Let’s wipe the slate clean again. So okay, I want to be a man of my word. I want to be a strong, responsible person. I want to stand tall, have good posture. I want to speak clearly and confidently. I want to be able to walk into an expensive hotel and not be intimidated at all. I want to be calm in the face of uncertainty, confusion. I want to have a deep inner strength, a deep inner calm. I guess I need to meditate, I need to breathe, and most importantly of all I need to do the work. I gotta be willing to take the hits. I gotta put in the hours of practice, day in, day out. That’s where the confidence comes from. Not from a single moment of magnified inspiration or eureka or anything like that, but from the daily grind. From sweat and toil and practice.
I acknowledge this. I know that I’m a better writer than I was 300 vomits ago. Hell, I’m a better writer than I was 100 vomits ago, and probably 10 vomits ago, too. If I feel nervous or insecure about my writing it’s really just that I’m aware of nuance that I wasn’t aware of before. The quick way to reduce my own anxiety in that regard is to rewrite old work… if and when I want to. I don’t feel like that’s necessary right now. So… let’s not worry too much for now. Let’s trust in the process and keep going. There will be a lot of time for a lot of rewrites once all of this is over. Or I might even want to do something else altogether. I might do them along the way. For now, I’m happy just to ride this particular wave.
So I’ve thought vaguely about what I want. What about it is not true yet, what’s the gap? Physically, I’m not as strong as I’d like to be. Am I at my weakest right now? Well. I think I was at my weakest a few months ago, maybe. I’m not sure. There’s no way to be absolutely certain. But I’ve been running quite regularly for a couple of weeks now. I can run more. I can keep going. I’ll get better. I’ll get faster. I’ll get fitter. So let’s just keep going.

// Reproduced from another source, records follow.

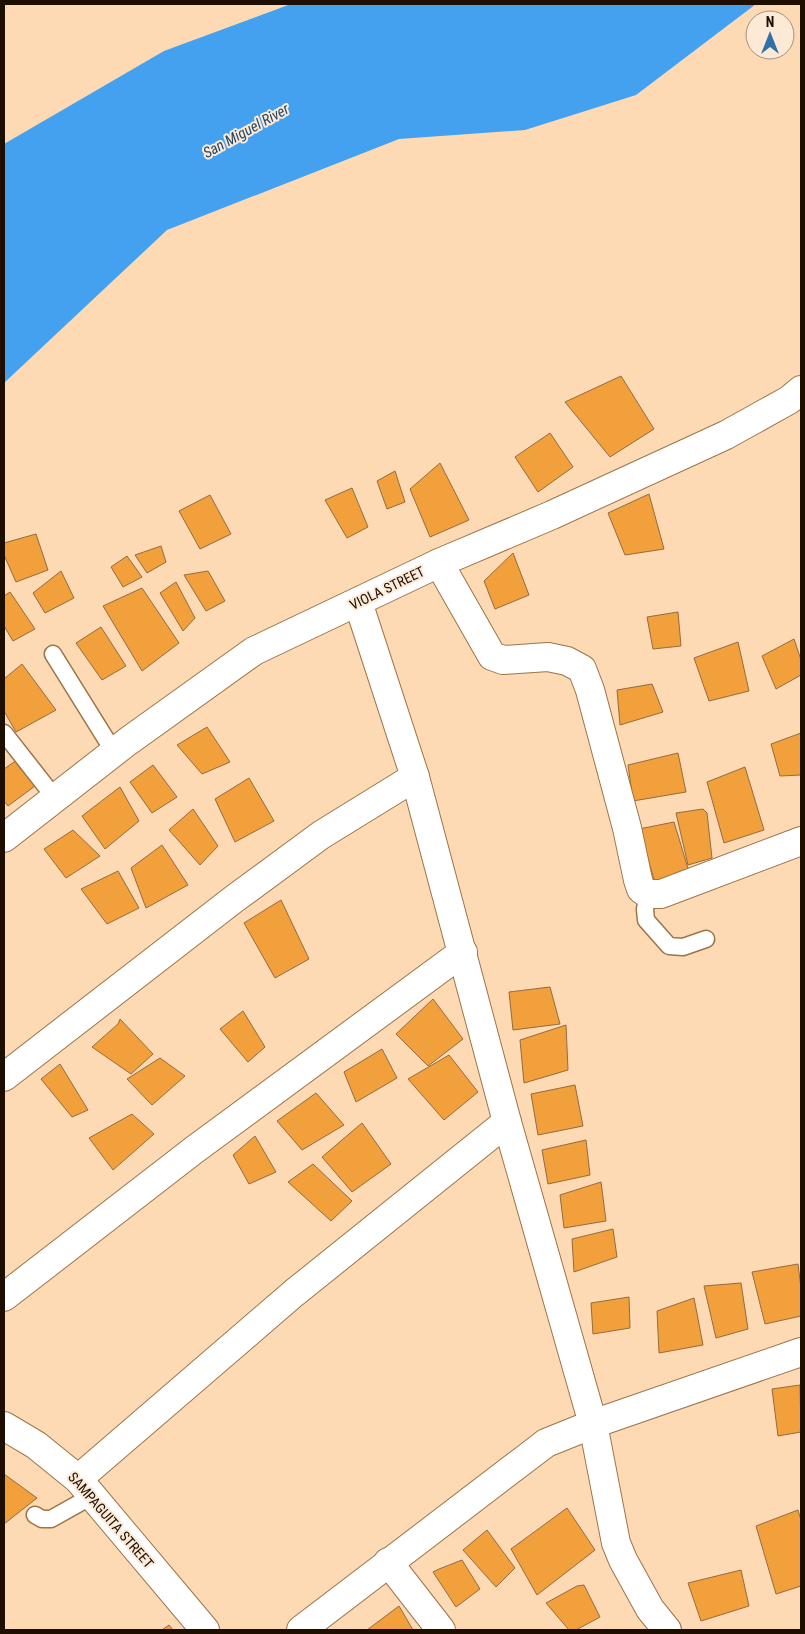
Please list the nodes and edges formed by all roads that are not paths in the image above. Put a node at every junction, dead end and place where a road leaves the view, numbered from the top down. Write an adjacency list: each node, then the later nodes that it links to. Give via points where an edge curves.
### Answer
1 (801, 390): 2 (street, VIOLA STREET, via 726,435)
2 (439, 563): 3 (street, VIOLA STREET); 11 (street, via 492,656 503,660 548,657 567,661 582,669 628,828 638,880 641,889)
3 (358, 602): 6 (street, VIOLA STREET, via 254,651); 7 (street)
4 (53, 654): 6 (lane)
5 (4, 733): 8 (lane)
6 (114, 752): 8 (street, VIOLA STREET)
7 (415, 777): 13 (street); 14 (street, via 321,835)
8 (54, 798): 9 (street, VIOLA STREET)
9 (4, 838)
10 (801, 841): 11 (street, via 661,894)
11 (648, 894): 12 (lane, via 646,920 669,946 683,947)
12 (706, 939)
13 (463, 952): 15 (street); 16 (street, via 194,1150)
14 (4, 1077)
15 (507, 1122): 18 (street); 20 (street, via 294,1293)
16 (4, 1296)
17 (801, 1352): 18 (street)
18 (593, 1424): 22 (street, via 546,1443); 26 (street, via 616,1543 650,1609)
19 (4, 1426): 20 (street, SAMPAGUITA STREET, via 41,1448)
20 (85, 1487): 21 (lane, via 51,1519 42,1519); 23 (street, SAMPAGUITA STREET)
21 (34, 1514)
22 (388, 1562): 24 (street); 25 (street)
23 (205, 1630)
24 (301, 1630)
25 (441, 1630)
26 (667, 1630)

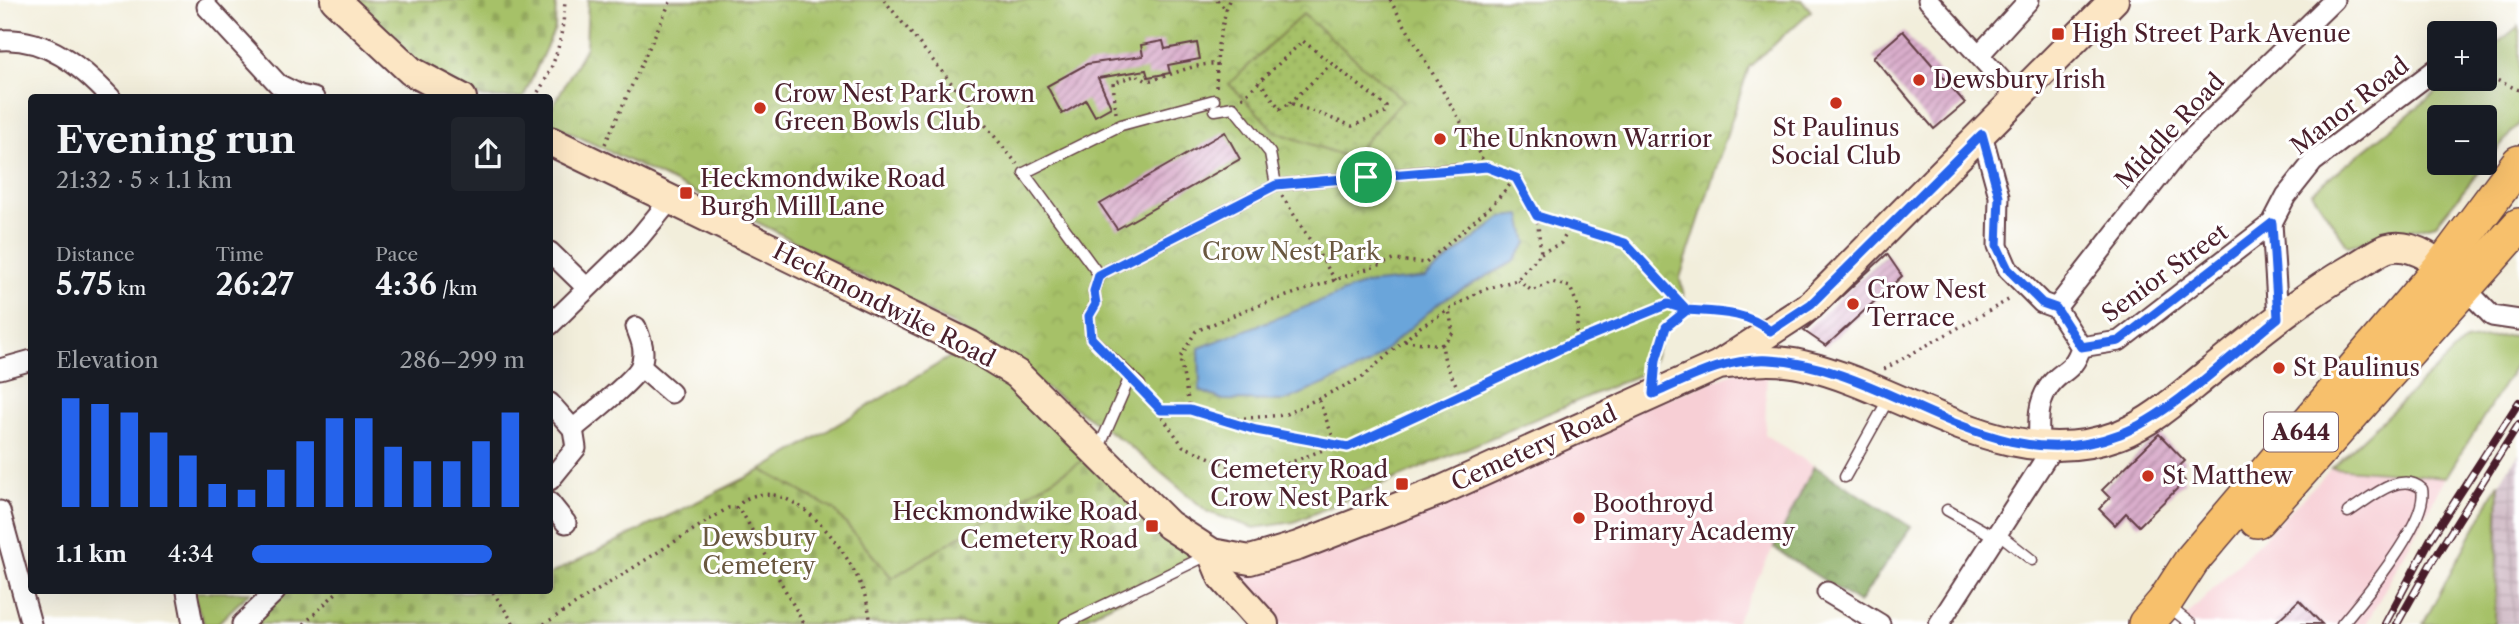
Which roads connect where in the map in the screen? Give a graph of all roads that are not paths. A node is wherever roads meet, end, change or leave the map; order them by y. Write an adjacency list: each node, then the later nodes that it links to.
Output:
1 (335, 0): 12 (main road)
2 (1928, 0): 8 (street)
3 (2029, 0): 8 (street)
4 (2114, 0): 13 (main road)
5 (2334, 0): 27 (street, Middle Road)
6 (207, 7): 11 (street)
7 (0, 40): 10 (street)
8 (1980, 54): 13 (street)
9 (2427, 76): 20 (street, Manor Road)
10 (107, 94)
11 (298, 94)
12 (454, 94)
13 (2016, 96): 14 (main road)
14 (1982, 134): 26 (main road); 27 (street)
15 (553, 142): 19 (main road, Heckmondwike Road)
16 (2519, 163): 24 (highway, A644)
17 (1455, 169): 18 (lane)
18 (1276, 185): 23 (lane); 23 (lane)
19 (671, 199): 25 (street); 45 (main road, Heckmondwike Road)
20 (2272, 223): 28 (street); 32 (street, Senior Street)
21 (2519, 226): 24 (highway, A644)
22 (553, 255): 25 (street)
23 (1099, 275): 38 (lane)
24 (2455, 277): 28 (main road, Cemetery Road); 29 (street); 59 (highway, A644)
25 (587, 288): 30 (street)
26 (1811, 304): 34 (main road); 35 (main road)
27 (2056, 308): 32 (street)
28 (2278, 318): 44 (main road, Cemetery Road)
29 (2519, 320)
30 (553, 322)
31 (636, 327): 36 (street)
32 (2081, 347): 44 (street)
33 (28, 361): 37 (street)
34 (1789, 362): 35 (main road, Cemetery Road); 41 (main road, Cemetery Road)
35 (1718, 365): 54 (main road, Cemetery Road)
36 (641, 367): 40 (street); 43 (street)
37 (0, 369)
38 (1130, 377): 39 (lane); 45 (lane)
39 (1140, 385)
40 (671, 393)
41 (1890, 396): 44 (main road, Cemetery Road); 47 (lane)
42 (553, 406): 43 (street)
43 (573, 429): 46 (street)
44 (2046, 447): 53 (street)
45 (1097, 452): 54 (main road, Heckmondwike Road)
46 (553, 476)
47 (1845, 477)
48 (553, 507): 52 (street)
49 (1947, 510): 53 (lane)
50 (0, 511): 60 (street)
51 (2348, 512): 67 (lane)
52 (566, 523)
53 (1997, 535): 55 (lane); 66 (street)
54 (1212, 553): 63 (lane); 64 (main road)
55 (2032, 560)
56 (1827, 592): 65 (street)
57 (187, 594): 61 (street)
58 (273, 594): 62 (street)
59 (2167, 617)
60 (31, 624)
61 (193, 624)
62 (242, 624)
63 (1065, 624)
64 (1264, 624)
65 (1880, 624)
66 (1939, 624)
67 (2342, 624)

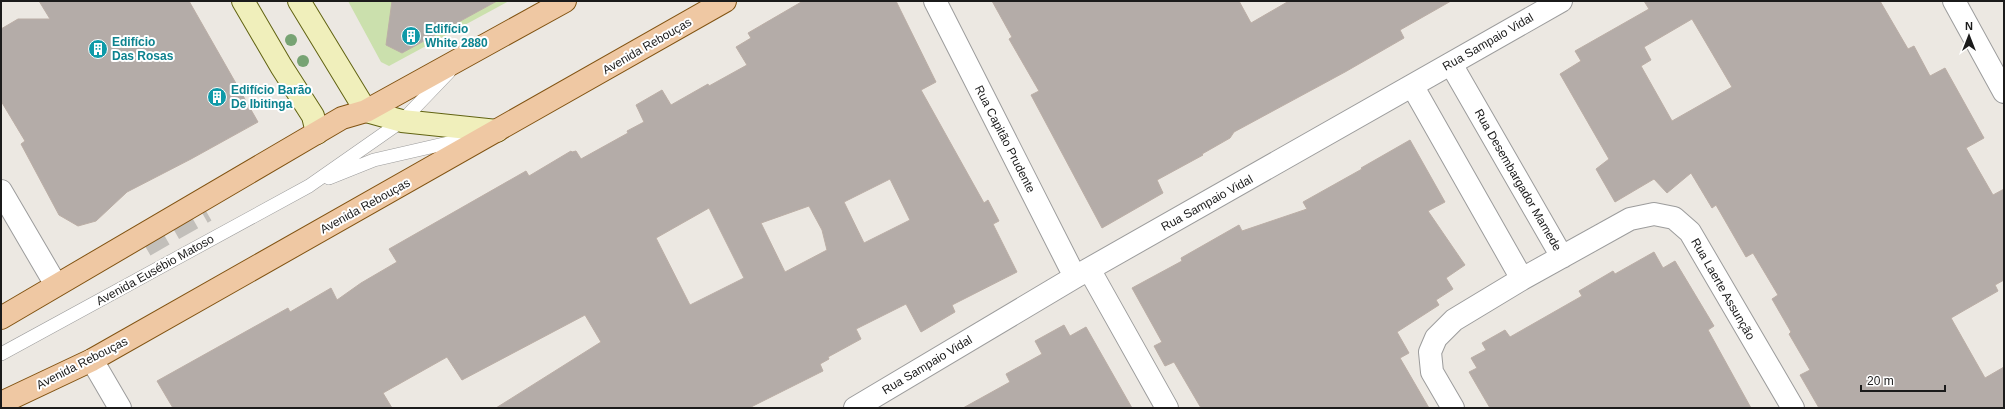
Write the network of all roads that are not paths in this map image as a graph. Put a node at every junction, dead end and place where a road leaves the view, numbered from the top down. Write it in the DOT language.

Let’s ride this one thinking about the vomits I’ve read so far. What’s different? What have I learnt? I guess one of the big things is– I used to use way too many lines in my sketches. I don’t exactly mean that I wrote too many words. After all, I’ve been writing at least 1000 words per vomit, over and over again. What I mean is that I wasn’t very exact, and I’d circle things far too much. I’d repeat myself. And I think I have more of a sense of rhythm now then I did back then. I was more verbose.
If I wanted to be a little mean to myself, I’d say something like– I was in love with the sound of my own voice, I wanted to use as many big words as possible. I wanted to show off all these concepts and ideas that I was learning.
But I don’t think it was as literal as that. When I read myself– and I guess this is me being generous– I realize that I was kind of desperate. I wanted to make sense. I was trying to put things together that worked. I parroted the ideas of others because they seemed more valid than anything I had to say– and really, nobody owns any ideas anyway. Everything is a remix. Every perspective is a kalaidescope. Things are blunter and less refined early on. It takes practice to get to refinement. So… I can say that I’m getting more “refined”. That’s always quite a loaded term, though. I guess I feel like I have more range of expression. I used to operate in big blocks, and now I have more varied choices. And some things that I thought I cared about– well, it turns out that I only might care about some subset of something, and that the vast majority of it doesn’t actually matter.
Everything is vague to a degree you do not realize until you attempt to make it precise. And everything precise is so remote from what we normally think… and in the process of making things more precise, we don’t just say different things. We see different things. What was soft sand turns out to be a rich landscape of detail, color, texture. Your initial assumptions break down– not because you were WRONG, but because what you were talking about was so far removed from what things actually are.
I’m not sure if I’m properly capturing what I’m trying to say here. Images might make it clearer. You start out with something with very low resolution. You see a big, flat, single-colored blob with a tidy little shape. And you might say, I like that colored blob. Or I don’t like it. Maybe it’s the girl you love and want to marry. Maybe it’s your career. Maybe it’s your abusive parent.
As you get more precise, you find all sorts of new details and nuance that you had never considered before. It isn’t a single color, it’s a rich tapestry of many colors. It isn’t flat, it’s got its own staggeringly complex topgraphy. It’s got peaks and valleys. And you might find that– what you thought you were right or wrong about, what you liked or disliked– it wasn’t about reality itself, but your model of it. And once your model changes, a lot of things collapse, breakdown, become naive. I won’t even say wrong. It’s not exactly wrong.
Maybe someday I’ll be able to talk about this more clearly, with fewer words. Anyway, I’m glad that I’ve written so much, and I wish I had written more, and I’m planning to write more still.